So far, more than 3 percent of the voters we’ve engaged have switched from planning to vote for Donald Trump to planning to vote for Joe Biden. Even more significant, 8.5 percent of women independents—and 4.9 percent of women overall—said they planned to change their vote to Biden. David Brockman and Josh Kalla, academics who measure what helps shift hearts and minds, told me this persuasion rate is 102 times more effective than traditional electioneering efforts aimed at persuading people to change their vote. On average, these exchanges took 15 minutes. Although spending that kind of time with voters nationwide may not be possible, and would challenge much about how candidates campaign, the lessons we learned—of listening and showing empathy—are important to recognize in this divisive election…

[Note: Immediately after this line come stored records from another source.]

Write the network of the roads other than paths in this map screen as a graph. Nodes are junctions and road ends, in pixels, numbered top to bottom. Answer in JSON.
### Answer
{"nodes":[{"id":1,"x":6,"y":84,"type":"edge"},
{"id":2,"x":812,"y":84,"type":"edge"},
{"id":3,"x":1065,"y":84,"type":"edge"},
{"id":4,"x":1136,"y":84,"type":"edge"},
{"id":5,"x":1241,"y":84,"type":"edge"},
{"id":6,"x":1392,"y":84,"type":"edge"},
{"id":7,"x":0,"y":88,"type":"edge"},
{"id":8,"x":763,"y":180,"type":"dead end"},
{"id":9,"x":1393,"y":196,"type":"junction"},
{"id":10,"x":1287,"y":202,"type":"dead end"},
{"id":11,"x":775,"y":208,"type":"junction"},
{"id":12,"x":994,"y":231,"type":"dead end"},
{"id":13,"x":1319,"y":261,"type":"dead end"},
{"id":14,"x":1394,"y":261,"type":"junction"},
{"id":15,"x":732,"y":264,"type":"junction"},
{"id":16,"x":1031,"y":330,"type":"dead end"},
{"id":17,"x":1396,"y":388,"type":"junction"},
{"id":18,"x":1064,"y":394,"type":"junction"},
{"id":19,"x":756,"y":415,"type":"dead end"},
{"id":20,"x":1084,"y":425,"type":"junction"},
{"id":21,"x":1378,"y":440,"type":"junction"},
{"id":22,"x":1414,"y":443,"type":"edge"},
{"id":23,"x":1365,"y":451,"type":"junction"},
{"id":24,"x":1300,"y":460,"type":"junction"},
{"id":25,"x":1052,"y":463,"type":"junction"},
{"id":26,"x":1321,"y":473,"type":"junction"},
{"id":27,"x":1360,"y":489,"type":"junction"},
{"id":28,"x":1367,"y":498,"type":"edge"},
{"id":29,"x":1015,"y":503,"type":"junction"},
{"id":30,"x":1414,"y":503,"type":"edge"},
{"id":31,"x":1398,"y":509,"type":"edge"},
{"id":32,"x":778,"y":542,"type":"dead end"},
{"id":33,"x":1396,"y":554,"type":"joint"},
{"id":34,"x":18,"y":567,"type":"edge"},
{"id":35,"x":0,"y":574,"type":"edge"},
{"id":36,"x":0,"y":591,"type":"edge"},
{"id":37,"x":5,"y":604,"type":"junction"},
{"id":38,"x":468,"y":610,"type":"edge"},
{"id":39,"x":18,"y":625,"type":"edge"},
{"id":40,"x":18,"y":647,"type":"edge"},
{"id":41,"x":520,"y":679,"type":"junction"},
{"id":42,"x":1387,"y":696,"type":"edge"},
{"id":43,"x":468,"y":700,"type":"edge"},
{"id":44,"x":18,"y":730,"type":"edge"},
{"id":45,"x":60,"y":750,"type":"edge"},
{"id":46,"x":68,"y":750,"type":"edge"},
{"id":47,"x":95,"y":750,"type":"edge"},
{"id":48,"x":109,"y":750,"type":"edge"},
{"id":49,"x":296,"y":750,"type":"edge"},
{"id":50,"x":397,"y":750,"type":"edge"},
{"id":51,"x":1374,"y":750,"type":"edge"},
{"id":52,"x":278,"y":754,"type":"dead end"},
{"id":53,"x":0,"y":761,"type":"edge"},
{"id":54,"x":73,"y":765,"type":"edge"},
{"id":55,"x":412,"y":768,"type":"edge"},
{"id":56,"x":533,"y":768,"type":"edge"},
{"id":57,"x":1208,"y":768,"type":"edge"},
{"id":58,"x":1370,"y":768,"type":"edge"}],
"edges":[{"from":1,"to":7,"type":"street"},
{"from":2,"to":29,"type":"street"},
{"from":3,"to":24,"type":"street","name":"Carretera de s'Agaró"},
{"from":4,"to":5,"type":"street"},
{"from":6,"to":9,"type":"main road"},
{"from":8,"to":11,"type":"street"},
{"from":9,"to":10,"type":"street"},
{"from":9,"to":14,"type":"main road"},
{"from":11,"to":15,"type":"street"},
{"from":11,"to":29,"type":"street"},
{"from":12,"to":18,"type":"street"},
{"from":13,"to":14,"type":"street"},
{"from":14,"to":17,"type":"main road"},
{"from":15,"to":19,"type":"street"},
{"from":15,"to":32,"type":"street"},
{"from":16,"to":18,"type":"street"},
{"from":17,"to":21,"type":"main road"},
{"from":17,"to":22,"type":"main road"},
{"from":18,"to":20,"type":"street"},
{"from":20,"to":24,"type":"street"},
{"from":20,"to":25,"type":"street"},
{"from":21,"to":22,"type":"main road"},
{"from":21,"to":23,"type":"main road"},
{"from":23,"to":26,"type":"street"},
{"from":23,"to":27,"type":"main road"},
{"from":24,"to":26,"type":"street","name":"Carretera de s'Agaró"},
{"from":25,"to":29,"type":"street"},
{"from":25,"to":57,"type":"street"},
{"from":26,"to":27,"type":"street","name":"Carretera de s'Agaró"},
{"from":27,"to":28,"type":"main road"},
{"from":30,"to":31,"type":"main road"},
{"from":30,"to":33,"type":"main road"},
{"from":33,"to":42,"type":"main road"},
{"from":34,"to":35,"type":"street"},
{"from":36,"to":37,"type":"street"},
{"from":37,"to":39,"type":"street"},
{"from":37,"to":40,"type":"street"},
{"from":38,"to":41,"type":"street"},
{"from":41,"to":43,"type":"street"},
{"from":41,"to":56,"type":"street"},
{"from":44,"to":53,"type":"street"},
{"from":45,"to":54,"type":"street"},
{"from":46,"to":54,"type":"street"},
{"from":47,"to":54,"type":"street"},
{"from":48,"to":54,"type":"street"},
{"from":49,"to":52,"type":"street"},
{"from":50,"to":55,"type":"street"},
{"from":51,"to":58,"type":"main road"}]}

Research has shown time and again that people vote from an emotional place. It’s not so much that facts don’t matter. It’s that facts and talking points do not change minds. And arguing opinions at the start of a conversation about politics causes the interview subject to keep his defensive, partisan walls up and prevents him from connecting with the canvasser.

We don’t try to directly persuade people to change their minds on a candidate or an issue. Rather, we create intimacy, in the faith that people have an ability to reexamine their politics, and their long-term worldview, if given the right context. We’ve found that when people start to see the dissonance between what they believe and what they actually want, their views change—many of them come around to a more progressive perspective. For example, if a woman says she believes that immigrants are the main problem in our society, but reveals that her top personal concern is health care, then we talk about whether immigrants have anything to do with that worry. When a man says he wants to feel safe, we ask questions about what, in particular, makes him feel unsafe. If he answers COVID-19, then we talk about which candidate might be better suited to handle the pandemic.